"We kept adding to the wishlist until the wishlist stopped making sense"
Aditya and Pooja had been renting a small flat near Ramdaspeth for the last four years — both working in IT, both used to long hours, and both tired of the daily back-and-forth about whose office the rented flat was actually closer to. When they decided to finally buy their own home, they thought the hardest part would be saving up the down payment.
It wasn't. The hardest part turned out to be figuring out what they actually wanted.
The Wishlist That Wouldn't Stop Growing
Like most first-time buyers, Aditya and Pooja started with a simple list — 2 BHK Flat in Nagpur, good locality, decent commute. But the more properties they visited, the longer that list got.
One flat had a great living room, so now "spacious living room" became a must-have. Another had a modular kitchen, so that got added too. A third had a clubhouse and a kids' play area, and even though they didn't have kids yet, Pooja started feeling like they'd regret not having one nearby someday. By the third month of searching, their "simple" list had turned into a twelve-point checklist that no single flat in their budget could realistically satisfy.
This is a pattern a lot of IT-sector couples fall into — feature creep. Every new property visit adds one more "nice-to-have" to the list, until the list itself becomes the obstacle. Aditya later admitted, half-laughing, "We weren't looking for a home anymore. We were looking for a Pinterest board."
The Emotional Stress Phase — Chasing a Moving Target
For nearly five months, every weekend followed the same pattern. Saturday morning site visit, Saturday evening disagreement about what was missing, Sunday spent scrolling listings online looking for "the one that has everything."
The commute question added its own layer of stress. Aditya's office was on one side of the city, Pooja's on the other. Every locality they liked seemed to work better for one of them and worse for the other. They looked at newer developing areas with bigger flats and modern amenities, but those meant a much longer commute and almost no established neighbourhood feel — no local market they knew, no sense of community, nothing familiar.
By month five, both of them were exhausted. Pooja said it plainly one evening — "I don't even know what we're looking for anymore. Every time we find something good, we find three reasons it's not good enough."

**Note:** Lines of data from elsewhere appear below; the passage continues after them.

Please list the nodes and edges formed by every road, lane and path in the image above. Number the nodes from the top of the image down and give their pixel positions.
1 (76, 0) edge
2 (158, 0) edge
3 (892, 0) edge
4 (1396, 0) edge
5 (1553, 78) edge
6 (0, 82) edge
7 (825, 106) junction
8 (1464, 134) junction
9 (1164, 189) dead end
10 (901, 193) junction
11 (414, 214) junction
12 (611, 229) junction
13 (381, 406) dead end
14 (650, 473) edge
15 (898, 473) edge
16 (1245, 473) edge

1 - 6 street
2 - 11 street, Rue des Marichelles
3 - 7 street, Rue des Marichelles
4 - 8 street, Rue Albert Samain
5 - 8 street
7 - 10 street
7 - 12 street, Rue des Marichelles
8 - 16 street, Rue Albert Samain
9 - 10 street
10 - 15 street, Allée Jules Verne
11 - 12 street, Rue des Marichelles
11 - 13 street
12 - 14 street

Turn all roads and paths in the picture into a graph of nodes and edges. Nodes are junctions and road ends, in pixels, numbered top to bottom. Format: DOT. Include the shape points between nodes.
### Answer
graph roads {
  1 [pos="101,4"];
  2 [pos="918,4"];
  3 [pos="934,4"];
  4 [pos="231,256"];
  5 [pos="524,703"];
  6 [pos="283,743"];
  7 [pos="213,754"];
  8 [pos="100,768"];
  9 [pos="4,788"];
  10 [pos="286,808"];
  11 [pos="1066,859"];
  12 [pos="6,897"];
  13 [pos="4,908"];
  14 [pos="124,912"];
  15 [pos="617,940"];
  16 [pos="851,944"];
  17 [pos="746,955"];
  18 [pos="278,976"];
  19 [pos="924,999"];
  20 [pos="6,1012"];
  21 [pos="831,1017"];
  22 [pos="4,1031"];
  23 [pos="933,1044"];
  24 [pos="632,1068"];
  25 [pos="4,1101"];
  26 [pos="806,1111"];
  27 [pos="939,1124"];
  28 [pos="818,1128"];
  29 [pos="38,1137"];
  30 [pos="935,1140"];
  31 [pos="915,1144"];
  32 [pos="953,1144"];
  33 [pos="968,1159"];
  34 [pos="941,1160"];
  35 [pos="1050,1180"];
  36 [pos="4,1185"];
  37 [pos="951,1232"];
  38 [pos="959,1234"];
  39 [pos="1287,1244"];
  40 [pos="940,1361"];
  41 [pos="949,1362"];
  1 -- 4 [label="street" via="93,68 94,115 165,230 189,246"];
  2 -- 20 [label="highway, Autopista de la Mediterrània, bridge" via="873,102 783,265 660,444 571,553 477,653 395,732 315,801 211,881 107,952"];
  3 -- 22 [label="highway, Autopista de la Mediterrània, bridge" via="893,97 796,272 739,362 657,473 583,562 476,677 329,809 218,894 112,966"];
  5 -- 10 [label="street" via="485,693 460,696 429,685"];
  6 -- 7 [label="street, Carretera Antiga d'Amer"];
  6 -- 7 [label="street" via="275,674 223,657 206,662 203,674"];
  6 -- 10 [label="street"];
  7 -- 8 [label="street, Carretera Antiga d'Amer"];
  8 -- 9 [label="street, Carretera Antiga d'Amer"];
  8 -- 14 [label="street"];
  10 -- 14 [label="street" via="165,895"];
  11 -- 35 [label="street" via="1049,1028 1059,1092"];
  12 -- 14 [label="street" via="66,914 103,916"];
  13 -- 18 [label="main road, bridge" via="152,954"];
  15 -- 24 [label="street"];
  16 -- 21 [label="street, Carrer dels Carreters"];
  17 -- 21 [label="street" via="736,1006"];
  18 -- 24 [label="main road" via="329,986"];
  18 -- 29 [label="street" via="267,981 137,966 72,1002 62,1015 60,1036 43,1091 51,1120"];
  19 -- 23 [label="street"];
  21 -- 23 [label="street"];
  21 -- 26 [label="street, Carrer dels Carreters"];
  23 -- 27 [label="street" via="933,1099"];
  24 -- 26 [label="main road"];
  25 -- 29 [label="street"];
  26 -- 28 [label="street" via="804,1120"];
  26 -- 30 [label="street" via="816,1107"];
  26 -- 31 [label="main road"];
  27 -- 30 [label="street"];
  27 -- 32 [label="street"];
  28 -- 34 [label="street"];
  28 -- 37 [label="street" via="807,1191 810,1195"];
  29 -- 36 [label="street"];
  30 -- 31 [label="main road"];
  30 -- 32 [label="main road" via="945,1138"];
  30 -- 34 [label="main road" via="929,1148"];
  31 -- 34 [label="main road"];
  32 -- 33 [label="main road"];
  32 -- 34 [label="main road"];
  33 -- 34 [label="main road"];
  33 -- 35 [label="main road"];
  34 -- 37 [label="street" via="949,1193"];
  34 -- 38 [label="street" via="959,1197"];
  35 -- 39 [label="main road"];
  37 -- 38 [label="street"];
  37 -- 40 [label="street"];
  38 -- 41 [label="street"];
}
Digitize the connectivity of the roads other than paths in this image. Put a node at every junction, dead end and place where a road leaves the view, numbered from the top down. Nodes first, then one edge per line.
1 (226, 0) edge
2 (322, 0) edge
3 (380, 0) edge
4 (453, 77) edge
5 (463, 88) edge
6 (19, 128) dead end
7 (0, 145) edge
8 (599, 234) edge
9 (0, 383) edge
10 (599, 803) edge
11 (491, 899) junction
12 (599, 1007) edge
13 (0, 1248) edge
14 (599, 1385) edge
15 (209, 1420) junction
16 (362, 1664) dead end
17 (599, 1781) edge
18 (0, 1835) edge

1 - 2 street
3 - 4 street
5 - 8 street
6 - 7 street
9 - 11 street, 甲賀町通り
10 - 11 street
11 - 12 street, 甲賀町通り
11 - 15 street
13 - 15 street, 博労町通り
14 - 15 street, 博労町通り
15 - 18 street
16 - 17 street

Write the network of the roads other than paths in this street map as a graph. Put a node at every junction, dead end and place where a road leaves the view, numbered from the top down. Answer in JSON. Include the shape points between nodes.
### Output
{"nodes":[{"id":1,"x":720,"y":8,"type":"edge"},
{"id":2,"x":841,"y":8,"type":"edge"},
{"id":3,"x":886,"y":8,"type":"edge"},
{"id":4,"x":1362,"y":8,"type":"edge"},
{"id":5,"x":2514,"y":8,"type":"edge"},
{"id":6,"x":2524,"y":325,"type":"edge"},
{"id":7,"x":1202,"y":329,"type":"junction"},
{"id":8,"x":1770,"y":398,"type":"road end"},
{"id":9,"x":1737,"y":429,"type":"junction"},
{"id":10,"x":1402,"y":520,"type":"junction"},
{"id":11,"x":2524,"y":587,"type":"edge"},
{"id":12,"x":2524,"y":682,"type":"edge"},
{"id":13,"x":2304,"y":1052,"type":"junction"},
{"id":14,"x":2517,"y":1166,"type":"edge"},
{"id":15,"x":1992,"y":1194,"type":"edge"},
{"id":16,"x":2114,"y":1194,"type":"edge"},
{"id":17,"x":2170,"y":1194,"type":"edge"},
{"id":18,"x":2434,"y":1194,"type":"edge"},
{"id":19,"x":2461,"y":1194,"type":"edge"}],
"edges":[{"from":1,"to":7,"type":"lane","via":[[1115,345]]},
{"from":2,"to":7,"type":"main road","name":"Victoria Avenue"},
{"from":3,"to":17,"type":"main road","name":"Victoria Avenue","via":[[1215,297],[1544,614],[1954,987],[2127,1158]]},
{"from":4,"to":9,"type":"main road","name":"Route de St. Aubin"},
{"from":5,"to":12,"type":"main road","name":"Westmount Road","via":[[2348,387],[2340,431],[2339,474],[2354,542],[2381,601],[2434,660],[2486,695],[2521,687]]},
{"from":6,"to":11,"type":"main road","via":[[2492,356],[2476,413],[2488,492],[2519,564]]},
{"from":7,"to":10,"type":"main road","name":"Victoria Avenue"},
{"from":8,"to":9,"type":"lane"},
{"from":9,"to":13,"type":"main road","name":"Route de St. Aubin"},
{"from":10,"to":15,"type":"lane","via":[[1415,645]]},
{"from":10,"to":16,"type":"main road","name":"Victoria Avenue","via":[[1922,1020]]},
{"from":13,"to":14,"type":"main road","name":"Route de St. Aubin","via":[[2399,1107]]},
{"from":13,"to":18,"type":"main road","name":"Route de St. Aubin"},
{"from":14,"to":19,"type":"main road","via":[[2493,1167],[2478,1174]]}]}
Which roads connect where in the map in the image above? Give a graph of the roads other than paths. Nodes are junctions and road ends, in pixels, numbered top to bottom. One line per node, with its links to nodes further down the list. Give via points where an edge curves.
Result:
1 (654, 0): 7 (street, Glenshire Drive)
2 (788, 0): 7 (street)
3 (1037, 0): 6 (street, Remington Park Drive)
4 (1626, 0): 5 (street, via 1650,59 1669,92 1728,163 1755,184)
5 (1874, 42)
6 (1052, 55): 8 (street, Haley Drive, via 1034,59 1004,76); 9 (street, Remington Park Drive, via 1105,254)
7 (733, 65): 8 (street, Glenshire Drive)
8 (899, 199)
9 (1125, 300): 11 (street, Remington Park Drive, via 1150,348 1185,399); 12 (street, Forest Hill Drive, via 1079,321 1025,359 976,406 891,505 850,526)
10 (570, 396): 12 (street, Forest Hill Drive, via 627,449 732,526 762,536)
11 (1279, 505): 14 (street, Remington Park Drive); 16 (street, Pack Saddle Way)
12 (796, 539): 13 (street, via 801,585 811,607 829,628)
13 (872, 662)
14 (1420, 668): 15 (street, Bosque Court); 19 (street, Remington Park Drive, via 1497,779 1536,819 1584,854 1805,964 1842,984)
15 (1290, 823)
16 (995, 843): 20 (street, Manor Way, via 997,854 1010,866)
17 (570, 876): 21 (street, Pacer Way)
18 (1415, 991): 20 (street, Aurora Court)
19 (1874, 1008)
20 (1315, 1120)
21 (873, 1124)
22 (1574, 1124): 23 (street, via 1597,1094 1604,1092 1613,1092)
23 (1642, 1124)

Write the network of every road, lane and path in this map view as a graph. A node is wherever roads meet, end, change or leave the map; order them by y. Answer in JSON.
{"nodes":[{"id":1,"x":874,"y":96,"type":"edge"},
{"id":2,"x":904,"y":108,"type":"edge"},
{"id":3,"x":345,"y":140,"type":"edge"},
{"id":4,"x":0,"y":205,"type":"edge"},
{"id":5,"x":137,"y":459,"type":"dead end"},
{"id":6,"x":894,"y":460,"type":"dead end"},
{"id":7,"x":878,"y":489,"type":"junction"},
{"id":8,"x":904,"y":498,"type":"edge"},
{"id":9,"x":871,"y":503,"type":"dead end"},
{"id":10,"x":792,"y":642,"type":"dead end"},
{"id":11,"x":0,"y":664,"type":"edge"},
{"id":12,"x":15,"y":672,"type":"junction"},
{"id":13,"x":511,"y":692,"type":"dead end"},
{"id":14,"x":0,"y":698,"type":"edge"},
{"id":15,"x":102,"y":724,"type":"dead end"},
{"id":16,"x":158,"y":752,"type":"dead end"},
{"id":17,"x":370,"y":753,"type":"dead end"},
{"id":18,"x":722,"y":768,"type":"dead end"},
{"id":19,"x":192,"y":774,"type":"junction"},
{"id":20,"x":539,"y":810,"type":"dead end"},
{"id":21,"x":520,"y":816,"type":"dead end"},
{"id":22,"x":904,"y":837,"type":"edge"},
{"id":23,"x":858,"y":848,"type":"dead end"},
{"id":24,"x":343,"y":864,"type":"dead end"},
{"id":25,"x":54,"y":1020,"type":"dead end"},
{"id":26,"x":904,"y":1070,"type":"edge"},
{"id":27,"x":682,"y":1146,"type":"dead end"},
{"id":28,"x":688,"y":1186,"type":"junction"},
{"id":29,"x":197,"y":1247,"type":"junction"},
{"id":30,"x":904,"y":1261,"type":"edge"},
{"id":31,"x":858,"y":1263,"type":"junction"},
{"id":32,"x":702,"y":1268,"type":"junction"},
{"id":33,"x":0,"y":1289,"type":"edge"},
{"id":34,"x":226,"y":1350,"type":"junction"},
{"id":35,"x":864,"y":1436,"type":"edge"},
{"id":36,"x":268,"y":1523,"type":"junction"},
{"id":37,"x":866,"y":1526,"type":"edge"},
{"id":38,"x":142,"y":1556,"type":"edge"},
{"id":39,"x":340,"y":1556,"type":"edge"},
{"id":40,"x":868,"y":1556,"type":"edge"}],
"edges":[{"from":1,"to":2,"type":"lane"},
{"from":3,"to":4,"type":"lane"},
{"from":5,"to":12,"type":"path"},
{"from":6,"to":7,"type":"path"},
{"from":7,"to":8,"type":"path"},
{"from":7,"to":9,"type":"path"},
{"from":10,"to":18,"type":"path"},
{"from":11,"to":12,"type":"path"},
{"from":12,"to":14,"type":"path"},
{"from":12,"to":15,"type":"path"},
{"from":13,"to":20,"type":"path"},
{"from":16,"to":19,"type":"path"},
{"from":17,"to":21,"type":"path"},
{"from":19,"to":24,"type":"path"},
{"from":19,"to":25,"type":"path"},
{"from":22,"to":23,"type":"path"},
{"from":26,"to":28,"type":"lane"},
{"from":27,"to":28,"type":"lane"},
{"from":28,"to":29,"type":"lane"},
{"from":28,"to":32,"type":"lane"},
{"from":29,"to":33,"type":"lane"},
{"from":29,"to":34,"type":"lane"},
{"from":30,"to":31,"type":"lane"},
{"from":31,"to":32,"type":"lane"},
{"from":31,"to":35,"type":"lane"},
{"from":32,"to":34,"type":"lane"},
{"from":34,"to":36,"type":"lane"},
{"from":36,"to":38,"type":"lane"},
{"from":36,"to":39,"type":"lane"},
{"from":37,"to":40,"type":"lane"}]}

That's usually the point where couples either give up the search for a while, or get real help sorting through what actually matters.
The Clarity Moment — Separating Must-Haves from Nice-to-Haves
The shift happened when they sat down with the Reparv team and were asked a very simple question: "If you could only pick three things this home absolutely must have, what would they be?"
It sounds obvious in hindsight, but nobody had asked them that directly before. Forced to actually rank their priorities instead of listing everything they liked, Aditya and Pooja landed on three real must-haves — a reasonable commute for both of them, a safe and established neighbourhood, and a layout that didn't feel cramped. Everything else — the clubhouse, the modular kitchen, the specific tile pattern in the bathroom — quietly moved into the "nice-to-have, not essential" column.
Reparv then narrowed the search specifically around Manish Nagar — a locality that sat almost exactly between their two workplaces, with an established residential character, decent connectivity, and a real sense of community that newer under-construction areas simply didn't have yet.
As Aditya put it later:
"Once we separated must-haves from nice-to-haves, the whole search got shorter instead of longer. Manish Nagar gave us the balance we didn't know we were looking for — close enough to both offices, and it already felt like a real neighbourhood, not a construction site."
Full Support, Start to Finish
What made the rest of the process easier wasn't just narrowing down the locality — it was everything Reparv handled once the direction was clear:
- Realistic shortlisting based on the three actual must-haves, instead of an endless wishlist
- Site visits scheduled back-to-back on weekends so comparisons were fresh and easy
- Clear breakdown of trade-offs for each flat — what they'd be gaining and giving up with each option
- Paperwork and legal verification, explained step by step instead of just handed over to sign
- Loan documentation support, which took the guesswork out of a process neither of them had been through before
- Negotiation assistance, so the final price discussion wasn't something they had to figure out alone
For a couple that had spent five months going in circles, having someone help them actually define the problem — not just show them more options — was the real turning point.
The Final Decision — A Home That Fit, Not Just Looked Good
Aditya and Pooja finalized a 2 BHK flat in Manish Nagar, within their ₹45 Lakh – ₹59 Lakh budget, through Reparv. The commute worked for both of them. The neighbourhood already had the local market, the walking paths, the sense of an established community they'd been missing in the newer developments they'd looked at.
The clubhouse and the modular kitchen didn't make the final cut — and neither of them minded. What they got instead was something both of them stopped second-guessing.
Looking back, Pooja says the biggest lesson wasn't about real estate at all — it was about knowing the difference between what you want and what you actually need. Aditya put it more simply:
"The moment we stopped chasing every feature and started asking what we truly needed, everything else fell into place — and Reparv made sure we didn't lose sight of that."